Eddie Izzard as LussuriosoIn 2011, a single man will ride out of somewhere or other to bring justice to a troubled town. His wife has been killed by the psychopathic father of a psychopathic family and now he wants revenge. Unfortunately in the process he'll get sucked into the very evil he fought against, and.... well, that would spoil the ending, but in Alex Cox's rollicking rollercoaster adaptation of Thomas Middleton’s 1606/7 play, it hardly matters; the emphasis is so much on style that the actors have to climb over the visuals to deliver their parts.

This they do for the most part extremely well; Christopher Eccleston towers over the film as the tortured and doomed hero Vindici. Locals Andrew Schofield and Carla Henry both distinguish themselves as his accomplice brother and sister, and apart from one misjudged cackle Margi Clarke turns in a fine, morally flawed, mother. Eddie Izzard is an excellent Lussorioso, the son of the evil Duke who befriends and is ultimately betrayed by Vindici, although there's little sense of the homoerotic confusion of the play. Derek Jacobi, as the evil Duke, a monster happy to kill any woman he can't rape, struggles manfully to be anything but sweet, and almost succeeds.

The film is let down by the supporting cast, a variable bunch who veer from capable to autocue, by a heavy handedness in its topicality and by the sheer lack of room to develop Vindici's moral decline. There's a lot going on.
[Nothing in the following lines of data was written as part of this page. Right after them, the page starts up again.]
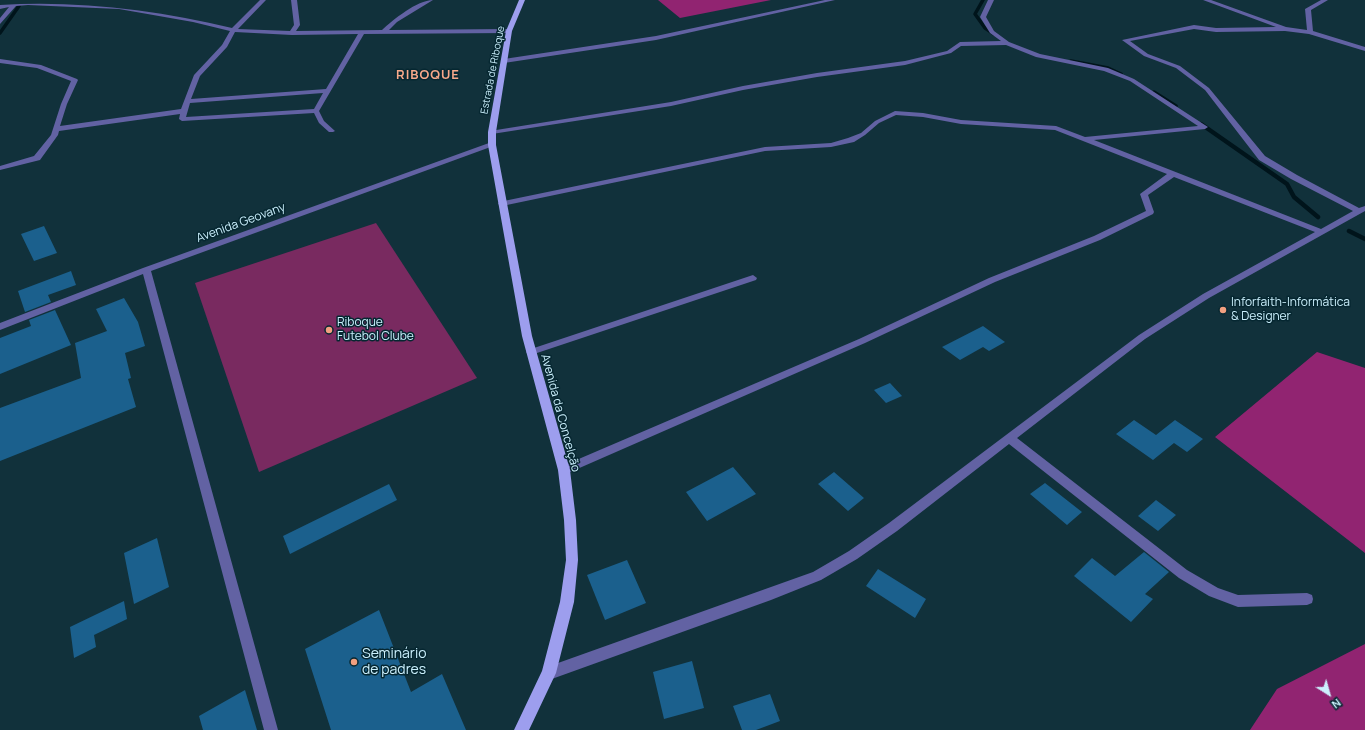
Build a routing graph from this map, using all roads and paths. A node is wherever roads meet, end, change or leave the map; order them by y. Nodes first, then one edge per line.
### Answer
1 (262, 0) edge
2 (294, 0) edge
3 (430, 0) edge
4 (522, 0) edge
5 (832, 0) edge
6 (991, 0) edge
7 (1206, 0) edge
8 (1325, 0) edge
9 (30, 1) edge
10 (14, 5) junction
11 (0, 7) edge
12 (0, 22) edge
13 (1285, 29) junction
14 (232, 30) junction
15 (509, 31) junction
16 (1310, 32) junction
17 (292, 33) junction
18 (362, 33) junction
19 (383, 33) junction
20 (1007, 43) junction
21 (1365, 49) edge
22 (0, 61) edge
23 (504, 61) junction
24 (328, 91) junction
25 (187, 101) junction
26 (316, 111) junction
27 (185, 112) junction
28 (56, 129) junction
29 (331, 131) dead end
30 (492, 132) junction
31 (1084, 139) junction
32 (492, 145) junction
33 (0, 168) edge
34 (1174, 174) junction
35 (502, 204) junction
36 (1362, 209) edge
37 (1321, 232) junction
38 (146, 270) junction
39 (753, 278) dead end
40 (0, 327) edge
41 (531, 352) junction
42 (1009, 438) junction
43 (564, 470) junction
44 (1307, 599) dead end
45 (549, 673) junction
46 (271, 730) edge
47 (521, 730) edge

1 - 14 street
2 - 17 street
3 - 19 street
4 - 15 main road, Estrada de Riboque
5 - 23 street
6 - 20 street
7 - 13 street
8 - 16 street
9 - 10 street
9 - 14 street
10 - 11 street
10 - 12 street
13 - 16 street
13 - 36 street
14 - 17 street
14 - 25 street
15 - 19 street
15 - 23 main road, Estrada de Riboque
16 - 21 street
17 - 18 street
18 - 19 street
18 - 24 street
20 - 30 street
20 - 31 street
22 - 28 street
23 - 30 main road, Estrada de Riboque
24 - 25 street
24 - 26 street
25 - 27 street
26 - 27 street
26 - 29 street
27 - 28 street
28 - 33 street
30 - 32 main road, Estrada de Riboque
31 - 34 street
31 - 35 street
32 - 35 main road, Avenida da Concelção
32 - 38 street, Avenida Geovany
34 - 37 street
34 - 43 street
35 - 41 main road, Avenida da Concelção
36 - 37 street
37 - 42 street
38 - 40 street, Avenida Geovany
38 - 46 street
39 - 41 street
41 - 43 main road, Avenida da Concelção
42 - 44 street
42 - 45 street
43 - 45 main road, Avenida da Concelção
45 - 47 main road, Avenida da Concelção

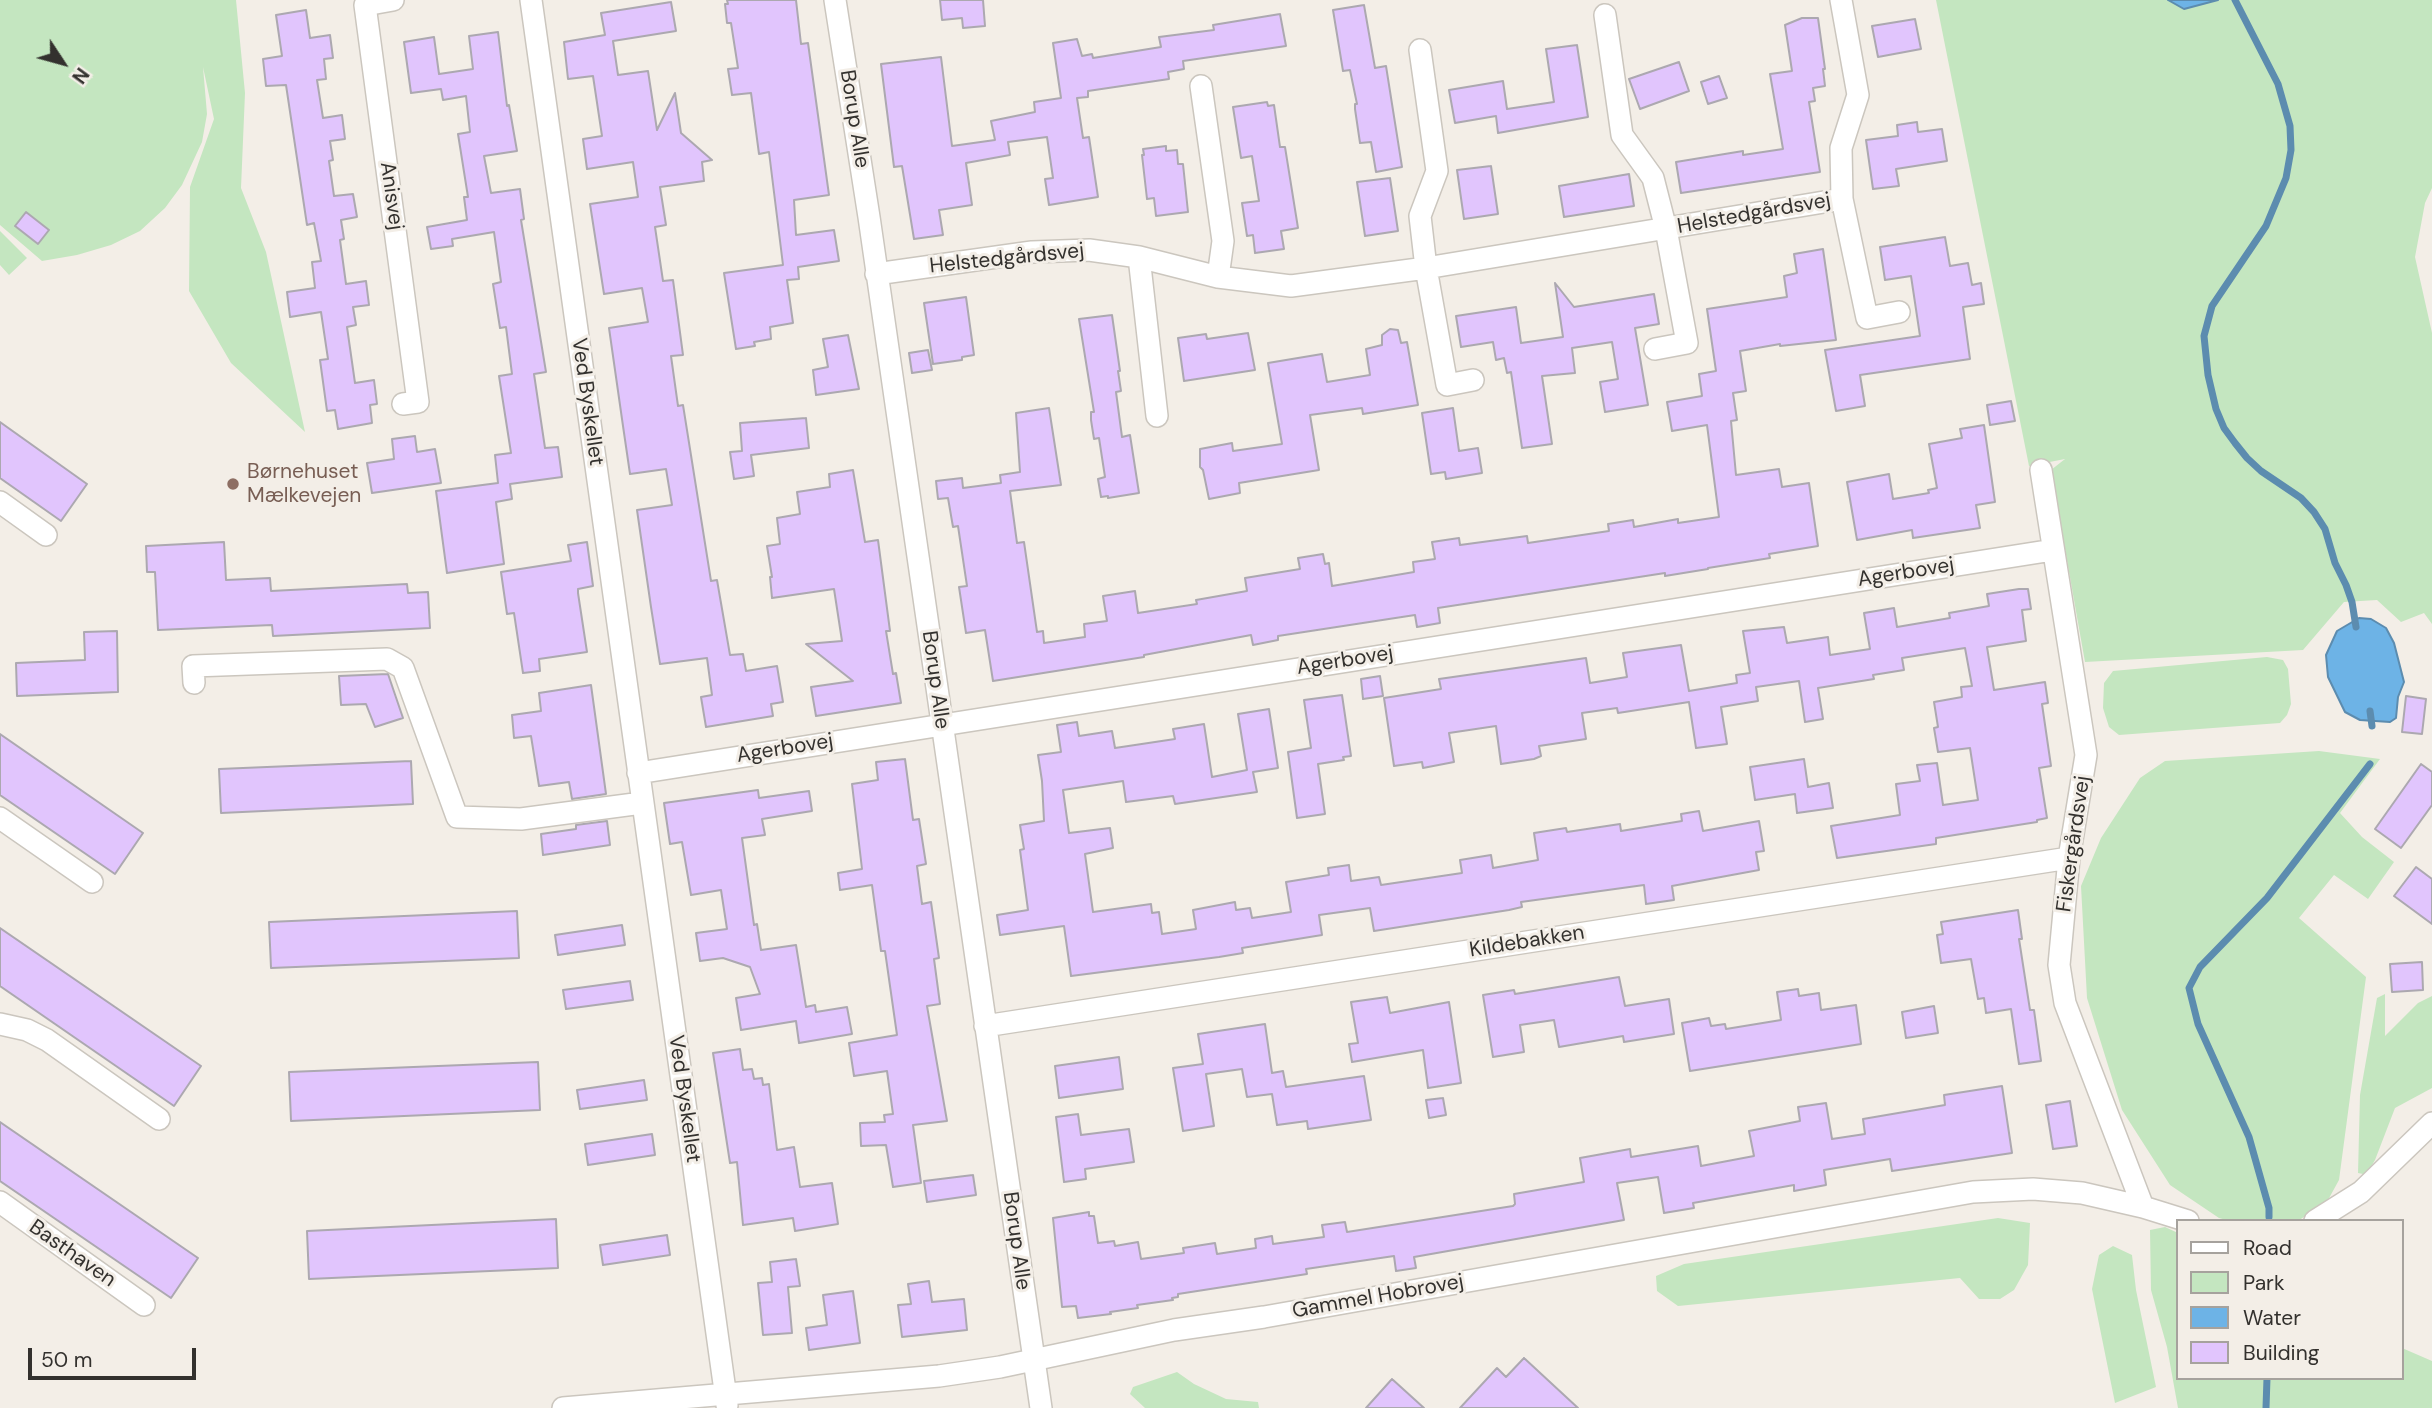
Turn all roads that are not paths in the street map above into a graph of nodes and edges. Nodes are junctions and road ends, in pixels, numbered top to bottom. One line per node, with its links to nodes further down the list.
1 (393, 0): 17 (street, Anisvej)
2 (531, 0): 25 (street, Ved Byskellet)
3 (835, 0): 12 (street, Borup Alle)
4 (1841, 0): 8 (street, Helstedgårdsvej)
5 (1605, 15): 9 (street, Helstedgårdsvej)
6 (1420, 50): 11 (street)
7 (1201, 86): 13 (street)
8 (1842, 199): 9 (street, Helstedgårdsvej); 14 (street, Helstedgårdsvej)
9 (1665, 229): 11 (street, Helstedgårdsvej); 15 (street, Helstedgårdsvej)
10 (1139, 257): 12 (street, Helstedgårdsvej); 13 (street, Helstedgårdsvej); 18 (street)
11 (1426, 268): 13 (street, Helstedgårdsvej); 16 (street)
12 (876, 274): 24 (street, Borup Alle)
13 (1218, 277)
14 (1899, 312)
15 (1655, 349)
16 (1473, 380)
17 (403, 404)
18 (1157, 416)
19 (2041, 470): 22 (street, Fiskergårdsvej)
20 (0, 502): 21 (street)
21 (46, 535)
22 (2053, 550): 24 (street, Agerbovej); 28 (street, Fiskergårdsvej)
23 (194, 682): 26 (street)
24 (942, 724): 25 (street, Agerbovej); 31 (street, Borup Alle)
25 (638, 773): 26 (street, Ved Byskellet)
26 (642, 803): 40 (street, Ved Byskellet)
27 (0, 818): 29 (street)
28 (2069, 858): 31 (street, Kildebakken); 35 (street, Fiskergårdsvej)
29 (92, 882)
30 (0, 1024): 32 (street)
31 (985, 1026): 39 (street, Borup Alle)
32 (159, 1119)
33 (2432, 1123): 37 (street)
34 (0, 1202): 38 (street, Basthaven)
35 (2143, 1207): 36 (street, Gammel Hobrovej); 39 (street, Gammel Hobrovej)
36 (2182, 1219)
37 (2318, 1219)
38 (144, 1305)
39 (1033, 1360): 40 (street, Gammel Hobrovej); 42 (street, Borup Alle)
40 (726, 1401): 41 (street, Gammel Hobrovej)
41 (563, 1408)
42 (1041, 1408)

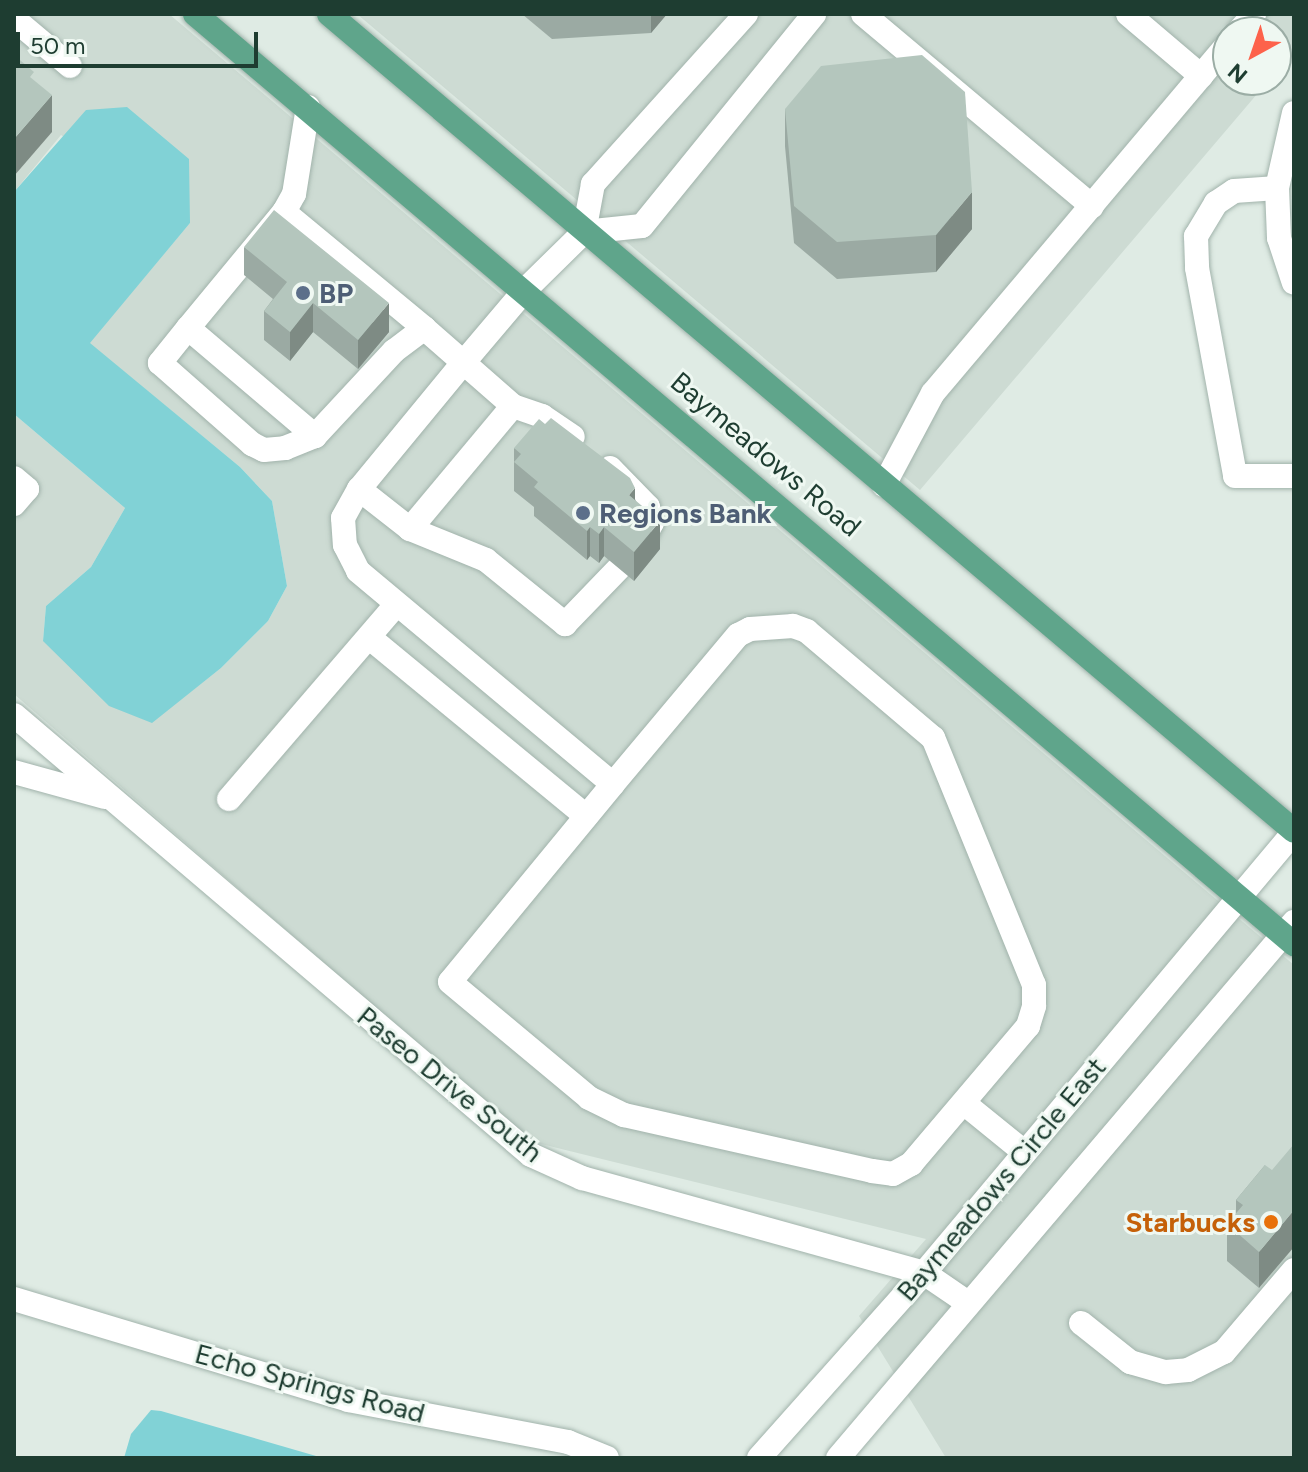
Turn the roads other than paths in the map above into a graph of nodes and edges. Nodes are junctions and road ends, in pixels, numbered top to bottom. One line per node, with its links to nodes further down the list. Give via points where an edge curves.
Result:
1 (195, 14): 11 (main road, Baymeadows Road)
2 (329, 14): 16 (main road, Baymeadows Road)
3 (746, 14): 16 (street, via 593,184)
4 (814, 14): 16 (street, via 642,226)
5 (863, 14): 14 (street)
6 (1133, 15): 10 (street)
7 (14, 19): 9 (street)
8 (1212, 63): 10 (street)
9 (70, 66)
10 (1201, 76): 14 (street)
11 (308, 107): 15 (street, via 294,194); 18 (main road, Baymeadows Road)
12 (1294, 113): 13 (street)
13 (1277, 188): 17 (street, via 1279,238); 24 (street, via 1234,191 1216,203 1196,236 1197,268 1235,476)
14 (1092, 206): 26 (street, via 933,393)
15 (284, 212): 19 (street); 20 (street)
16 (584, 232): 18 (street); 26 (main road, Baymeadows Road)
17 (1294, 282)
18 (525, 290): 21 (street); 41 (main road, Baymeadows Road)
19 (188, 328): 23 (street); 23 (street, via 160,363 252,444 264,450 285,448)
20 (424, 328): 21 (street); 23 (street, via 394,351)
21 (463, 363): 22 (street); 27 (street)
22 (513, 406): 29 (street); 30 (street, via 542,416 636,489 652,522)
23 (315, 436)
24 (1294, 476)
25 (14, 478): 28 (street, via 27,489)
26 (884, 485): 40 (main road, Baymeadows Road)
27 (359, 489): 29 (street); 32 (street, via 343,518 345,545 358,571)
28 (14, 504)
29 (410, 529): 31 (street, via 486,560 565,624)
30 (645, 537)
31 (619, 568)
32 (396, 605): 33 (street); 36 (street)
33 (370, 638): 38 (street); 39 (street)
34 (14, 715): 37 (street, Paseo Drive South)
35 (14, 772): 37 (street)
36 (613, 784): 39 (street); 43 (street, via 738,635 750,629 793,626 807,631 933,738 1034,985 1028,1026)
37 (111, 798): 46 (street, Paseo Drive South, via 531,1155 582,1178)
38 (229, 799)
39 (586, 816): 43 (street, via 450,982 589,1098 624,1115 893,1174 911,1164)
40 (1294, 832): 41 (street, Baymeadows Circle East)
41 (1239, 898): 42 (main road, Baymeadows Road); 44 (street, Baymeadows Circle East)
42 (1290, 934): 48 (street, Baymeadows Circle East)
43 (965, 1104): 44 (street)
44 (1024, 1152): 46 (street, Baymeadows Circle East)
45 (1294, 1270): 49 (street, via 1224,1352 1188,1370 1166,1372 1130,1362)
46 (924, 1273): 48 (street, Paseo Drive South); 51 (street, Baymeadows Circle East)
47 (14, 1299): 50 (street, Echo Springs Road, via 348,1400 568,1442)
48 (968, 1303): 52 (street, Baymeadows Circle East)
49 (1081, 1323)
50 (607, 1458)
51 (759, 1458)
52 (838, 1458)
Sophie DahlWhat Cox does brilliantly is capture the chaos of Middleton. The playwright was a seventeenth century cyber-punk. His works are full of plot and the high tech trickery of the time; disguises, potions, magic and sexual chicanery all coming at you in a barely controlled, but occasionally stunning explosion. If Shakespeare's stage was a string quartet, Middleton's was a moshpit and Cox captures this beautifully. The low budget unfortunately means it's sometimes like watching a production for schools, albeit with a dream cast. The language is similar to but more accessible than Shakespeare's - Middleton just wasn't as good a poet – but like the film it's tough, dazzling (if flawed) and alive.

Well worth a look.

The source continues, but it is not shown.